"Making the beast with two backs" - where from?

Rereading some old trashy fiction this weekend and one of the characters used the phrase “making the beast with two backs”. Now I’ve known for more than 50 years that the phrase is slang for two people having sex.

But I got to wondering, how did the phrase originate? I can’t think of a position that from any angle of observation would appear to be a beast with two backs.

What are your thoughts on this weighty matter?

I’m almost certain it’s mentioned in Othello - pretty sure it’s in the first act as well. Someone (forget his name) tell’s Desdemona’s father (forget his name) that Desdemona and Othello are making the beast with two backs. And also that the “black ram is tupping his white ewe”.

The phrase goes back at least as far as Shakespeare: Iago in Othello says, “I am one sir, that come to tell you, your daughter, and the Moore, are now making the Beast with two backs.”

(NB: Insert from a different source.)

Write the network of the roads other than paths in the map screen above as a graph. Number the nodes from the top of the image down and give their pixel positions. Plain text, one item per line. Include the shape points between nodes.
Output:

And here I thought this was going to be a thread about the next installment of Futurama. It is titled The Beast With a Billion Backs if you are curious. I was also aware of the phrases origin.

The missionary position is the beast with two backs. Man and woman facing one another, locked in an embrace, so all you see are their backs.

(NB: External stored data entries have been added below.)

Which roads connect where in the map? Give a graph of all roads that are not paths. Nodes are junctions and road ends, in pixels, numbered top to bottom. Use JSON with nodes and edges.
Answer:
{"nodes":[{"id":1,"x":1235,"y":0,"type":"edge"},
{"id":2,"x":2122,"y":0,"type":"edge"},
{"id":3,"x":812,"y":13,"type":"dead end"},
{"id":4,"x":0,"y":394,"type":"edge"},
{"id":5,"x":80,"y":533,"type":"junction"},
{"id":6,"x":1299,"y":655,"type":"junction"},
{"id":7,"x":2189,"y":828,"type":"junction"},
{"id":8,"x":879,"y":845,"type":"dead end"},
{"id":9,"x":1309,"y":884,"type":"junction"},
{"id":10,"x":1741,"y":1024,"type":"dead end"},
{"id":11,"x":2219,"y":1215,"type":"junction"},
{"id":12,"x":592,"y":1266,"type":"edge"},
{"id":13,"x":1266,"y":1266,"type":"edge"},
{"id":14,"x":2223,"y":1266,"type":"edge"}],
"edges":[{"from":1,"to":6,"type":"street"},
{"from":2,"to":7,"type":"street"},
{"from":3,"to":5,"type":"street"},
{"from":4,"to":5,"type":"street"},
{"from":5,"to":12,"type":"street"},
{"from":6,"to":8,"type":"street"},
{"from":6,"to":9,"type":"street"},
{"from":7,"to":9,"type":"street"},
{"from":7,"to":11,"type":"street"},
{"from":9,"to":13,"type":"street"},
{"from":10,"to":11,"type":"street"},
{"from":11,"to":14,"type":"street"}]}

Yes, you see their legs as well as the backs of their heads. It’s a metaphor.

It’s actually in Rabelais, which predates Shakespeare by a good bit. En son eage virile [Grandgousier] espousa Gargamelle, fille du roy des Parpaillos, belle gouge et de bonne troigne, et faisoient eux deux souvent la beste à deux doz

That’s about 1534, and if the saying predated Rabelais, I wouldn’t be too surprised.

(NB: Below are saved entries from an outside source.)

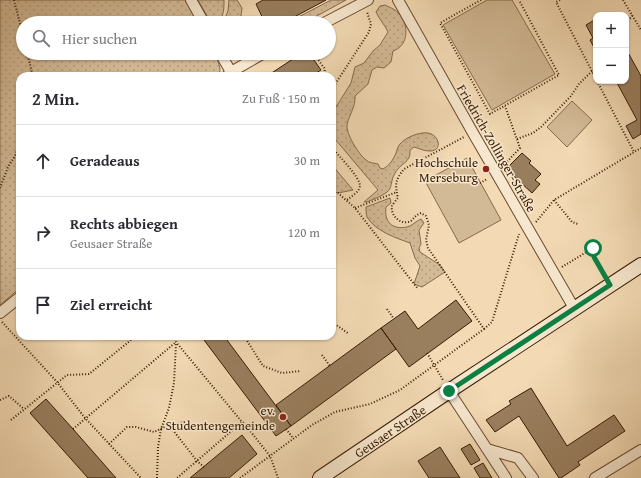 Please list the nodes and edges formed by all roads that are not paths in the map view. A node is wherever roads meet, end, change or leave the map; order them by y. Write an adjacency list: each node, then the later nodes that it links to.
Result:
1 (191, 0): 4 (street)
2 (398, 0): 12 (street, Friedrich-Zollinger-Straße)
3 (365, 1): 5 (street)
4 (200, 16)
5 (336, 17)
6 (223, 60): 8 (street)
7 (252, 60): 9 (street)
8 (228, 72)
9 (232, 72)
10 (641, 265): 12 (street, Geusaer Straße)
11 (16, 301): 13 (street)
12 (574, 308): 14 (street, Geusaer Straße)
13 (1, 318)
14 (449, 391): 15 (street); 17 (street, Geusaer Straße)
15 (487, 449): 18 (street); 19 (street)
16 (641, 450): 20 (street)
17 (320, 478)
18 (506, 478)
19 (534, 478)
20 (595, 478) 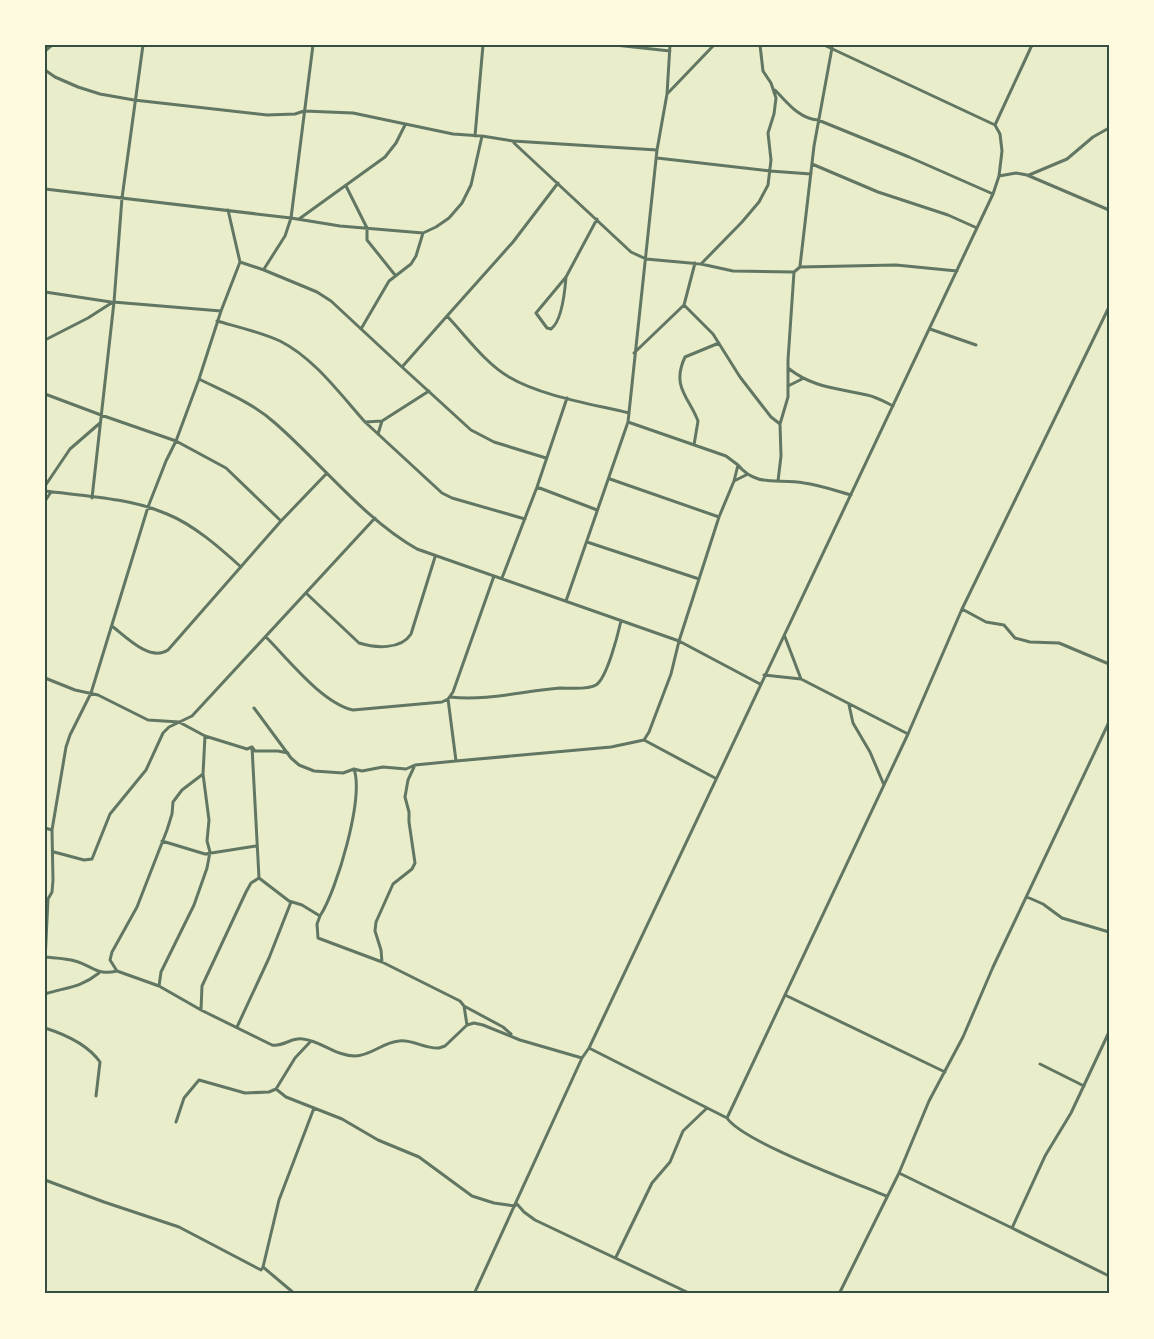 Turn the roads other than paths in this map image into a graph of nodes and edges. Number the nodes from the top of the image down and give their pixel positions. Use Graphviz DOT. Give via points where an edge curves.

Pretty weak metaphor. Kind of like looking at clouds, you see what you want to see.

Interesting that it goes that far back in history. For some reason I assumed it was 20th century drivel.

Oh well, on to the next mystery of the universe.
Judge Crater, oh Judge Crater, come out, come out wherever you are!

When we were studying Othello back in high school one guy tongue-in-cheek suggested that “The Beast With Two Backs” referred to a camel.

Humans don’t have sex like people making porn, trying to show off their body parts to the camera.

Man lies on top of woman. There are lots of other positions, of course, but man on top of woman is about as common a position as can possibly be. Their fronts are pressed together. An observer - and in most peasant, poor, urban, tribal and whorehouse situations, there were never any shortage of viewers - sees backs.

What could be more obvious than the beast with two backs? It’s a phrase from a variety of cultures and hundreds of years. It’s about as obscure as calling breasts “melons” or a head a “bean”.

Or am I being whooshed?

Would you get it if someone said, “the beast with two backs, the back of two heads, and the backs of 4 legs.”

Maybe it’s a Maine thing. Think of it like “making the beast with the back of a man, and the front of a sheep.”

Futurama did an earlier joke (in the episode Spanish Fry) about a $1.99 Sex Shoppe called “The Beast With Two Bucks”.

If I remember my high school Shakespeare correctly, there is another play in which this precise pun is made (i.e. referring to the presence of a camel, inferring that a “beast with two backs” was involved, i.e. a couple having sex). I don’t remember the play, it might have been Much Ado About Nothing.
Roddy

Well sir, we usually just ride the camel into town.

Twenty dollars?

Although the phrase is Shakespeare’s, you might also say the concept goes back to Plato (5th C. BCE), in a sense. In the “Symposium,” the character of Aristophanes offers a humorous explanation for…

(From Wikipedia.)

I believe that’s called “making the beast with one Briston.”

and here I thought that was just a glam rock song

Same as in town.

Would I?

I wondered the same thing–it seemed pretty obvious what Iago was trying to say when I read the play…and I was a naive young virgin when I read those lines. (Well, okay, once it was pointed out to me that it was a sexual innunendo. The image does just kind of jump into your mind.)

Which is why a suitable alternative euphemism is “the eight-legged aardvark.” Though I doubt Shakespeare used that one.